------ Provided material ------
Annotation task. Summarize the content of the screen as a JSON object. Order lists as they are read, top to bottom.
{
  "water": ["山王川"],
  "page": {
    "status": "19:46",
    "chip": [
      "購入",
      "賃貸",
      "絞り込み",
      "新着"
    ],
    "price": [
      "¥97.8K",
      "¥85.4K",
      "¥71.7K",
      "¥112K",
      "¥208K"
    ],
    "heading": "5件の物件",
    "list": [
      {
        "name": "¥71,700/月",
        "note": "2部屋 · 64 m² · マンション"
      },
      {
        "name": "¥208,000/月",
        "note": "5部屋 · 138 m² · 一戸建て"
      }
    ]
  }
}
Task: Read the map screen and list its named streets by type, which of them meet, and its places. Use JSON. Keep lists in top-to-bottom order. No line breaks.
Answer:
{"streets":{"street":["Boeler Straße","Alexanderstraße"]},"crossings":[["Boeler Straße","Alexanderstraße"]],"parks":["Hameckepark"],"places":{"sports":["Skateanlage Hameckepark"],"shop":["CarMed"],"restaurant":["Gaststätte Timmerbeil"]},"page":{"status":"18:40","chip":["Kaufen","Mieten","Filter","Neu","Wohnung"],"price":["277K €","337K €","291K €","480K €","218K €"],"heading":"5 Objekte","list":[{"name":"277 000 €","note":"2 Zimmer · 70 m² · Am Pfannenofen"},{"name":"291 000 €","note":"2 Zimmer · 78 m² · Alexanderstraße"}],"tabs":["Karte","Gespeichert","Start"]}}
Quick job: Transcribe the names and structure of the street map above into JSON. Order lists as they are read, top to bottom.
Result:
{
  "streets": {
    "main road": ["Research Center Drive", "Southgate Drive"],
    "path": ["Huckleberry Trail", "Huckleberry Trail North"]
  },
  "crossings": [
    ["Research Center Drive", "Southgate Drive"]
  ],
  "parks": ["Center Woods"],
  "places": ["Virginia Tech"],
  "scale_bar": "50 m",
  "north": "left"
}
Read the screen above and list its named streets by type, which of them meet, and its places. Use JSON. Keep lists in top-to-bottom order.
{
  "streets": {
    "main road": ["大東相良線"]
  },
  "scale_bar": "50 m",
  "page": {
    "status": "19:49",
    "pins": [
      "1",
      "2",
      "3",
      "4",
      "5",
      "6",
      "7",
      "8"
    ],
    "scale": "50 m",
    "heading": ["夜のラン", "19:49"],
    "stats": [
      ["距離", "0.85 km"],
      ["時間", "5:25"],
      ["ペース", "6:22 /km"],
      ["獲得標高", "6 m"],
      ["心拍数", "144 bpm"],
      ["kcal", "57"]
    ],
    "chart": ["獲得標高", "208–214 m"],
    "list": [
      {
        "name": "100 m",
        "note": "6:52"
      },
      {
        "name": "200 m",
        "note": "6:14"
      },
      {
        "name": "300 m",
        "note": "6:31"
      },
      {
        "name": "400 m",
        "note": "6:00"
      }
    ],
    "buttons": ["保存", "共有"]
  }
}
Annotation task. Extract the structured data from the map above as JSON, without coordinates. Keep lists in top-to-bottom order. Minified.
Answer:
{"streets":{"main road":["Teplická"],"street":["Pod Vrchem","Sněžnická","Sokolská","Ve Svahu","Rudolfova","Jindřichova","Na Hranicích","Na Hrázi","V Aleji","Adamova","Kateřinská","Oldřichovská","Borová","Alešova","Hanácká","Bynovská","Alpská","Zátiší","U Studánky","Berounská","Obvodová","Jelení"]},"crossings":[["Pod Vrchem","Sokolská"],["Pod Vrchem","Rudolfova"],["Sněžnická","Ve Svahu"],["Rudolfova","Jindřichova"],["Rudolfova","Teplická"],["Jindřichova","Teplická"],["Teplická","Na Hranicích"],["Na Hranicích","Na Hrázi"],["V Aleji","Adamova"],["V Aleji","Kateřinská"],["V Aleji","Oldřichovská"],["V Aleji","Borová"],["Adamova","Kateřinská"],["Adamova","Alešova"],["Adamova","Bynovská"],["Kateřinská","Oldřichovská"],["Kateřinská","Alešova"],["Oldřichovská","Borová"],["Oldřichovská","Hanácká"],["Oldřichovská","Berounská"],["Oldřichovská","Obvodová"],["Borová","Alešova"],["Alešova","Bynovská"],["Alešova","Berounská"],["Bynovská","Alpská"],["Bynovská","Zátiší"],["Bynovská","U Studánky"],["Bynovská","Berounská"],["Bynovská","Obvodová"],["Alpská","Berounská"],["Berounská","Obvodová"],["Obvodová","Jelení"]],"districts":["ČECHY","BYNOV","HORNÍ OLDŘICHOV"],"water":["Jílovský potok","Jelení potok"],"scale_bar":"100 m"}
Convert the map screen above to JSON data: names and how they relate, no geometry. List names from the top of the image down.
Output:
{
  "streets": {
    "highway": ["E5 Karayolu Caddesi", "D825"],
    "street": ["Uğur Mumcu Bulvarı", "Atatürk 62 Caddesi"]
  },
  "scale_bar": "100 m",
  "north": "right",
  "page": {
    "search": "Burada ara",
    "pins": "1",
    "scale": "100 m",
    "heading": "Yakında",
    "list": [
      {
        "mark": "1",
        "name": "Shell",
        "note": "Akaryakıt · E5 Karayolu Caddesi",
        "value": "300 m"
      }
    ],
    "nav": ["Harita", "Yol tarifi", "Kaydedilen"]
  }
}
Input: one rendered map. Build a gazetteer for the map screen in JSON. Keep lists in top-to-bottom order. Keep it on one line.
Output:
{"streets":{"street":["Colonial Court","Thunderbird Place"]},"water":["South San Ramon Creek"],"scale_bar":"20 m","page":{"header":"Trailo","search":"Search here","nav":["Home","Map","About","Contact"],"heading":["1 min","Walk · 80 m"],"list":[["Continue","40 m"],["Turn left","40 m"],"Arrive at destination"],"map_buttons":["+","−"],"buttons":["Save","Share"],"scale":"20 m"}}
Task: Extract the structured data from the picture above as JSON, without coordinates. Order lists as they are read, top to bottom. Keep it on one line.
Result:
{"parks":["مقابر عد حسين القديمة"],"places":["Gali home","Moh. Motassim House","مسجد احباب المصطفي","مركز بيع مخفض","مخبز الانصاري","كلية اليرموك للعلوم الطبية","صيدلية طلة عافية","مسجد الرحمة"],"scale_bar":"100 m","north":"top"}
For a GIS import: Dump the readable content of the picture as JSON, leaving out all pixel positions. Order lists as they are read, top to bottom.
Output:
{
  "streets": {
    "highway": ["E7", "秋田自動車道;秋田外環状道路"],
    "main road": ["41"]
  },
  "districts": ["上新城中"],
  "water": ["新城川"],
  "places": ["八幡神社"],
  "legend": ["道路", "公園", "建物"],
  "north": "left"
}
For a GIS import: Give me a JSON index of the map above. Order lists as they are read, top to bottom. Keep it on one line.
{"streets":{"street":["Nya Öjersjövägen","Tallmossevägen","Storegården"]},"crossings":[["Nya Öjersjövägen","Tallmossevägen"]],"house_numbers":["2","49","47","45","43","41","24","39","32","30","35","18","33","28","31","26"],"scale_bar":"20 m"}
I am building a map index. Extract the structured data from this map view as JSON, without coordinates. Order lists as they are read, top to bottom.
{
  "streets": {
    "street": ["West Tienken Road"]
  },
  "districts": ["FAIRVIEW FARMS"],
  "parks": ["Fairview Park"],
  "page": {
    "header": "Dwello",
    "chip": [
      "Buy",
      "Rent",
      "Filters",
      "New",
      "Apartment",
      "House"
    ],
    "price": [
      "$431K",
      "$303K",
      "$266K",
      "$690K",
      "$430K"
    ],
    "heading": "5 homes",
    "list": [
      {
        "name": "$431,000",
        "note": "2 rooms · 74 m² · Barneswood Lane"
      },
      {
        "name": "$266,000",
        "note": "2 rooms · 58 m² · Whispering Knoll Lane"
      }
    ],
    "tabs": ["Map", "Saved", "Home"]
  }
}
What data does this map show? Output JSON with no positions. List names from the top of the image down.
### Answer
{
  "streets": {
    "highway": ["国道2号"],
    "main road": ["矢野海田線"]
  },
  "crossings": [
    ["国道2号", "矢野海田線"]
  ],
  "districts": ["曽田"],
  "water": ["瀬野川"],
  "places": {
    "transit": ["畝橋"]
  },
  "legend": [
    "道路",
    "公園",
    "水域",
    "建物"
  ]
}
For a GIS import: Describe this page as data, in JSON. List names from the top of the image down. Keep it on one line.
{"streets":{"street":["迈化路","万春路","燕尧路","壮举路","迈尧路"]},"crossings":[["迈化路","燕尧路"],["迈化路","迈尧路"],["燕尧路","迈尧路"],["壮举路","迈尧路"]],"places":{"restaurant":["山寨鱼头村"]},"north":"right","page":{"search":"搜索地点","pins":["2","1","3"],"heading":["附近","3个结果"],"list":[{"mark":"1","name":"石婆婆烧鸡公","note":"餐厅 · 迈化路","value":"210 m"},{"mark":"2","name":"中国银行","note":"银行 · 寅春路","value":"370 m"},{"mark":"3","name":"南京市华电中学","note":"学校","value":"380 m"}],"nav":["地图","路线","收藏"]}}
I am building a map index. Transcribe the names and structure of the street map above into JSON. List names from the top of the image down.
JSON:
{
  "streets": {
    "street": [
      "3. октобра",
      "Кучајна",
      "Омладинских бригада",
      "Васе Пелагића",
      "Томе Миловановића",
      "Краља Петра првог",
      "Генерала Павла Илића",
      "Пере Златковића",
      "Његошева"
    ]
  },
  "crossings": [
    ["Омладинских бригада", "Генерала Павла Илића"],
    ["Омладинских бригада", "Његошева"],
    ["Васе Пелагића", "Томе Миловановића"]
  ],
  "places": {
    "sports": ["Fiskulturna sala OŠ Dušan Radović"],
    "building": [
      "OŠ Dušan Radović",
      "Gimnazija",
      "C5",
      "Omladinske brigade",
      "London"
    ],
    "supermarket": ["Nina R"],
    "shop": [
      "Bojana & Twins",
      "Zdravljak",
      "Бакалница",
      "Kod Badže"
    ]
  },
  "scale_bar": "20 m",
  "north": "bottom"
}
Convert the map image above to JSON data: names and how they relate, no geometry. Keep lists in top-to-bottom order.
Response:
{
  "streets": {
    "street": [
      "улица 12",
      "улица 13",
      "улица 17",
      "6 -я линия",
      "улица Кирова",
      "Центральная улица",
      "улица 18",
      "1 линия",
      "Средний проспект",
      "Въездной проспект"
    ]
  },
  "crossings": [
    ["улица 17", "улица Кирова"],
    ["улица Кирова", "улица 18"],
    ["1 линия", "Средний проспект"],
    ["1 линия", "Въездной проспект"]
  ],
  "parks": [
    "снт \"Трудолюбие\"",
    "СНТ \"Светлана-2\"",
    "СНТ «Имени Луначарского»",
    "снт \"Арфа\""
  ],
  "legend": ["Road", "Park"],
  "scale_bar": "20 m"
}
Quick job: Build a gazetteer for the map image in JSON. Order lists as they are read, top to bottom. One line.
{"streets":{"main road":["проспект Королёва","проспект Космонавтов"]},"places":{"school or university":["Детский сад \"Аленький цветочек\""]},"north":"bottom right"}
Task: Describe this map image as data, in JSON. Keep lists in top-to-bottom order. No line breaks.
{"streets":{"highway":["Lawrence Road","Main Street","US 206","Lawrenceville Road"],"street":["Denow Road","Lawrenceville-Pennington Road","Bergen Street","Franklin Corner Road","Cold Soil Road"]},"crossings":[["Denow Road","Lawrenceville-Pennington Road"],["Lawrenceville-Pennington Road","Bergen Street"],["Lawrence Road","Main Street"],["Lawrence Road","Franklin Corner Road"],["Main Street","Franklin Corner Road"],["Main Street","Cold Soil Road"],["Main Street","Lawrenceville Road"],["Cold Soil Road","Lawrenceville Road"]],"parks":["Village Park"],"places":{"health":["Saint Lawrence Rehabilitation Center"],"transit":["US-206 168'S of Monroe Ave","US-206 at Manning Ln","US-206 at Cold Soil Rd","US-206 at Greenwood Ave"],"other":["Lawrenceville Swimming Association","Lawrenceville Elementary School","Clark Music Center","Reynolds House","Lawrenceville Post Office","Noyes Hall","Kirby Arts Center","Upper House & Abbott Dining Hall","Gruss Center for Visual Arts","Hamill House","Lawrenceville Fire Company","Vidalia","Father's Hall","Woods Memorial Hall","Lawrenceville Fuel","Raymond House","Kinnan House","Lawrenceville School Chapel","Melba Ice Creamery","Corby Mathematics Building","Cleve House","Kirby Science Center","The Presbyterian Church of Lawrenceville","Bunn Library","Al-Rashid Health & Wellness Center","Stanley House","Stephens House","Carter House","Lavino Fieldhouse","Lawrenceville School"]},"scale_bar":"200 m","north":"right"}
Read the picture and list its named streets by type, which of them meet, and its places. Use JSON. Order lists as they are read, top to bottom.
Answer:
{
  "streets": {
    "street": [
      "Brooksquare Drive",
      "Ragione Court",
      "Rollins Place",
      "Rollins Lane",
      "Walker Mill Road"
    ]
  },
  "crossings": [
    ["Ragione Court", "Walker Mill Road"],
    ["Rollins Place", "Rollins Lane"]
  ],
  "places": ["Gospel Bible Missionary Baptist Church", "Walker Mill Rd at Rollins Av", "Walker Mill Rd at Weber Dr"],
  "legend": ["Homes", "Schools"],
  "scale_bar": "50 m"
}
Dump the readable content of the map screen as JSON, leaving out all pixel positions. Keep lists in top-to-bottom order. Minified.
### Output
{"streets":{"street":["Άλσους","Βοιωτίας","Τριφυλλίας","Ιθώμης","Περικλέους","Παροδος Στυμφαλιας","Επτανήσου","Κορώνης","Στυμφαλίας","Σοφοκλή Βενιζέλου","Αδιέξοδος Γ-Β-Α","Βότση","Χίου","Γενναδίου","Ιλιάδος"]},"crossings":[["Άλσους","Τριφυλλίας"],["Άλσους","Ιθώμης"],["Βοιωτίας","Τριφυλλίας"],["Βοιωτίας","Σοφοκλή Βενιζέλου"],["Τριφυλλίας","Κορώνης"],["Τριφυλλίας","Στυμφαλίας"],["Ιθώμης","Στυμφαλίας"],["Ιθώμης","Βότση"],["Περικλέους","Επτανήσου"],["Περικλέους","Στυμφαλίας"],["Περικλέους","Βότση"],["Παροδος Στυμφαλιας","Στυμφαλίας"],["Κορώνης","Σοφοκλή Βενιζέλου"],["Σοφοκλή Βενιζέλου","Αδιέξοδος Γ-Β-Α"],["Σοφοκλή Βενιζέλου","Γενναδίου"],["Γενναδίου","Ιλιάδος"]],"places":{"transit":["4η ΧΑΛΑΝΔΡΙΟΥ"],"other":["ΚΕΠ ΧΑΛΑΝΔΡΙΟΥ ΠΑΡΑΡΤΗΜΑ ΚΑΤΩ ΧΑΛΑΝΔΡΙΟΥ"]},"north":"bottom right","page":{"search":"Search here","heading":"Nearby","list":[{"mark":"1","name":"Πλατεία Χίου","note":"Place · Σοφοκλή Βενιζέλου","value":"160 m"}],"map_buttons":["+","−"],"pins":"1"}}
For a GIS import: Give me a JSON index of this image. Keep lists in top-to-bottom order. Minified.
------
__How to complete this task__
Could you find every line in the records above that contains the word "picture" and copy it?

__Result of the exercise__
Task: Extract the structured data from the picture above as JSON, without coordinates. Order lists as they are read, top to bottom. Keep it on one line.
For a GIS import: Dump the readable content of the picture as JSON, leaving out all pixel positions. Order lists as they are read, top to bottom.
Read the picture and list its named streets by type, which of them meet, and its places. Use JSON. Order lists as they are read, top to bottom.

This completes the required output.